The reply should repeat all of the data word for word, with no pictures.

** PROVIDED RECORDS follows **

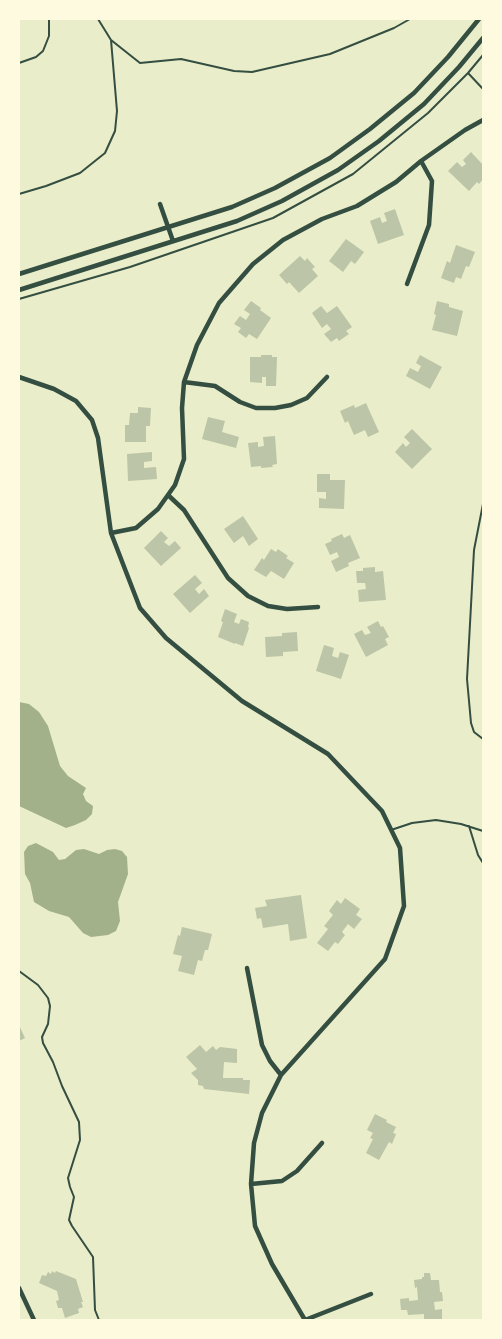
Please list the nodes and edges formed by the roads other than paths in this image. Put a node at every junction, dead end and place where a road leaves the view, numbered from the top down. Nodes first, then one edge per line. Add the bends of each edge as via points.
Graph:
1 (479, 19) edge
2 (483, 38) edge
3 (483, 120) edge
4 (421, 161) junction
5 (160, 204) dead end
6 (169, 226) junction
7 (173, 241) junction
8 (19, 274) edge
9 (407, 284) dead end
10 (19, 290) edge
11 (19, 377) edge
12 (327, 377) dead end
13 (184, 382) junction
14 (168, 494) junction
15 (111, 534) junction
16 (318, 607) dead end
17 (469, 826) junction
18 (391, 830) junction
19 (483, 831) edge
20 (483, 863) edge
21 (247, 968) dead end
22 (281, 1074) junction
23 (322, 1143) dead end
24 (251, 1184) junction
25 (19, 1288) edge
26 (371, 1294) dead end
27 (34, 1320) edge
28 (305, 1320) edge

1 - 6 street via 414,93 330,158 232,207
2 - 7 street via 424,104 380,141 338,170 237,221
3 - 4 street
4 - 9 street via 432,181 429,225
4 - 13 street via 396,182 357,206 322,219 283,240 252,264 219,303 197,345
5 - 6 street
6 - 7 street
6 - 8 street
7 - 10 street
11 - 15 street via 54,389 76,401 92,420 98,438
12 - 13 street via 307,398 275,408 256,408 214,386
13 - 14 street via 184,459 175,485
14 - 15 street via 158,509 136,528
14 - 16 street via 184,510 228,578 248,596 268,606 288,609
15 - 18 street via 140,608 166,638 242,701 328,754 382,811
17 - 18 lane via 436,820
17 - 19 lane
17 - 20 lane
18 - 22 street via 400,848 404,906 385,959
21 - 22 street via 262,1045
22 - 24 street via 260,1120 254,1143
23 - 24 street via 297,1171 282,1181
24 - 28 street via 255,1226 272,1264
25 - 27 street
26 - 28 street

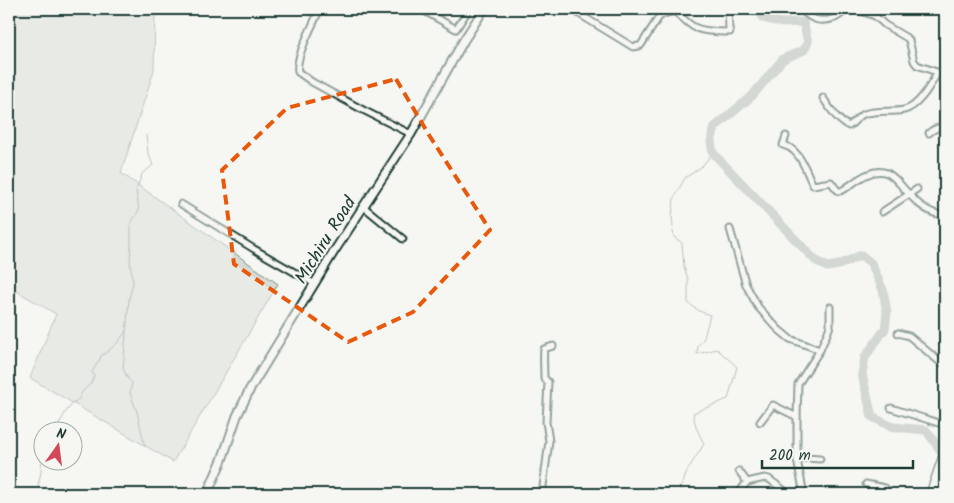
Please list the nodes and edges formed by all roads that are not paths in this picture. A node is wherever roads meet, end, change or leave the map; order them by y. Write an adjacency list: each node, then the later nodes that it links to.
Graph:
1 (322, 9): 17 (street)
2 (421, 9): 3 (street)
3 (469, 9)
4 (484, 9): 17 (street, Michiru Road)
5 (571, 9): 10 (street)
6 (728, 9): 10 (street)
7 (801, 9): 8 (street)
8 (849, 9)
9 (855, 9): 11 (street)
10 (676, 10)
11 (874, 12): 12 (street)
12 (938, 72): 13 (street); 14 (street)
13 (945, 75)
14 (823, 98)
15 (945, 126): 16 (street)
16 (929, 133)
17 (411, 134): 22 (street, Michiru Road)
18 (786, 136): 20 (street)
19 (916, 189): 20 (street)
20 (910, 195): 23 (street); 24 (street)
21 (181, 204): 27 (street)
22 (364, 207): 26 (street); 27 (street, Michiru Road)
23 (882, 212)
24 (945, 215)
25 (730, 229): 31 (street)
26 (403, 239)
27 (315, 284): 43 (street, Michiru Road)
28 (830, 306): 31 (street)
29 (898, 333): 32 (street)
30 (553, 346): 44 (street)
31 (820, 350): 34 (street)
32 (945, 365)
33 (891, 408): 36 (street)
34 (797, 417): 35 (street); 39 (street)
35 (760, 422)
36 (945, 424)
37 (945, 453): 49 (highway)
38 (820, 459): 39 (street)
39 (797, 460): 47 (street)
40 (739, 471): 41 (street)
41 (747, 482): 45 (street); 46 (street)
42 (866, 484): 48 (street)
43 (208, 494)
44 (542, 494)
45 (738, 494)
46 (789, 494)
47 (804, 494)
48 (889, 494)
49 (931, 494)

** End of PROVIDED RECORDS **

> [TASK ANSWER]
Please list the nodes and edges formed by the roads other than paths in this image. Put a node at every junction, dead end and place where a road leaves the view, numbered from the top down. Nodes first, then one edge per line. Add the bends of each edge as via points.
Graph:
1 (479, 19) edge
2 (483, 38) edge
3 (483, 120) edge
4 (421, 161) junction
5 (160, 204) dead end
6 (169, 226) junction
7 (173, 241) junction
8 (19, 274) edge
9 (407, 284) dead end
10 (19, 290) edge
11 (19, 377) edge
12 (327, 377) dead end
13 (184, 382) junction
14 (168, 494) junction
15 (111, 534) junction
16 (318, 607) dead end
17 (469, 826) junction
18 (391, 830) junction
19 (483, 831) edge
20 (483, 863) edge
21 (247, 968) dead end
22 (281, 1074) junction
23 (322, 1143) dead end
24 (251, 1184) junction
25 (19, 1288) edge
26 (371, 1294) dead end
27 (34, 1320) edge
28 (305, 1320) edge

1 - 6 street via 414,93 330,158 232,207
2 - 7 street via 424,104 380,141 338,170 237,221
3 - 4 street
4 - 9 street via 432,181 429,225
4 - 13 street via 396,182 357,206 322,219 283,240 252,264 219,303 197,345
5 - 6 street
6 - 7 street
6 - 8 street
7 - 10 street
11 - 15 street via 54,389 76,401 92,420 98,438
12 - 13 street via 307,398 275,408 256,408 214,386
13 - 14 street via 184,459 175,485
14 - 15 street via 158,509 136,528
14 - 16 street via 184,510 228,578 248,596 268,606 288,609
15 - 18 street via 140,608 166,638 242,701 328,754 382,811
17 - 18 lane via 436,820
17 - 19 lane
17 - 20 lane
18 - 22 street via 400,848 404,906 385,959
21 - 22 street via 262,1045
22 - 24 street via 260,1120 254,1143
23 - 24 street via 297,1171 282,1181
24 - 28 street via 255,1226 272,1264
25 - 27 street
26 - 28 street

Please list the nodes and edges formed by all roads that are not paths in this picture. A node is wherever roads meet, end, change or leave the map; order them by y. Write an adjacency list: each node, then the later nodes that it links to.
Graph:
1 (322, 9): 17 (street)
2 (421, 9): 3 (street)
3 (469, 9)
4 (484, 9): 17 (street, Michiru Road)
5 (571, 9): 10 (street)
6 (728, 9): 10 (street)
7 (801, 9): 8 (street)
8 (849, 9)
9 (855, 9): 11 (street)
10 (676, 10)
11 (874, 12): 12 (street)
12 (938, 72): 13 (street); 14 (street)
13 (945, 75)
14 (823, 98)
15 (945, 126): 16 (street)
16 (929, 133)
17 (411, 134): 22 (street, Michiru Road)
18 (786, 136): 20 (street)
19 (916, 189): 20 (street)
20 (910, 195): 23 (street); 24 (street)
21 (181, 204): 27 (street)
22 (364, 207): 26 (street); 27 (street, Michiru Road)
23 (882, 212)
24 (945, 215)
25 (730, 229): 31 (street)
26 (403, 239)
27 (315, 284): 43 (street, Michiru Road)
28 (830, 306): 31 (street)
29 (898, 333): 32 (street)
30 (553, 346): 44 (street)
31 (820, 350): 34 (street)
32 (945, 365)
33 (891, 408): 36 (street)
34 (797, 417): 35 (street); 39 (street)
35 (760, 422)
36 (945, 424)
37 (945, 453): 49 (highway)
38 (820, 459): 39 (street)
39 (797, 460): 47 (street)
40 (739, 471): 41 (street)
41 (747, 482): 45 (street); 46 (street)
42 (866, 484): 48 (street)
43 (208, 494)
44 (542, 494)
45 (738, 494)
46 (789, 494)
47 (804, 494)
48 (889, 494)
49 (931, 494)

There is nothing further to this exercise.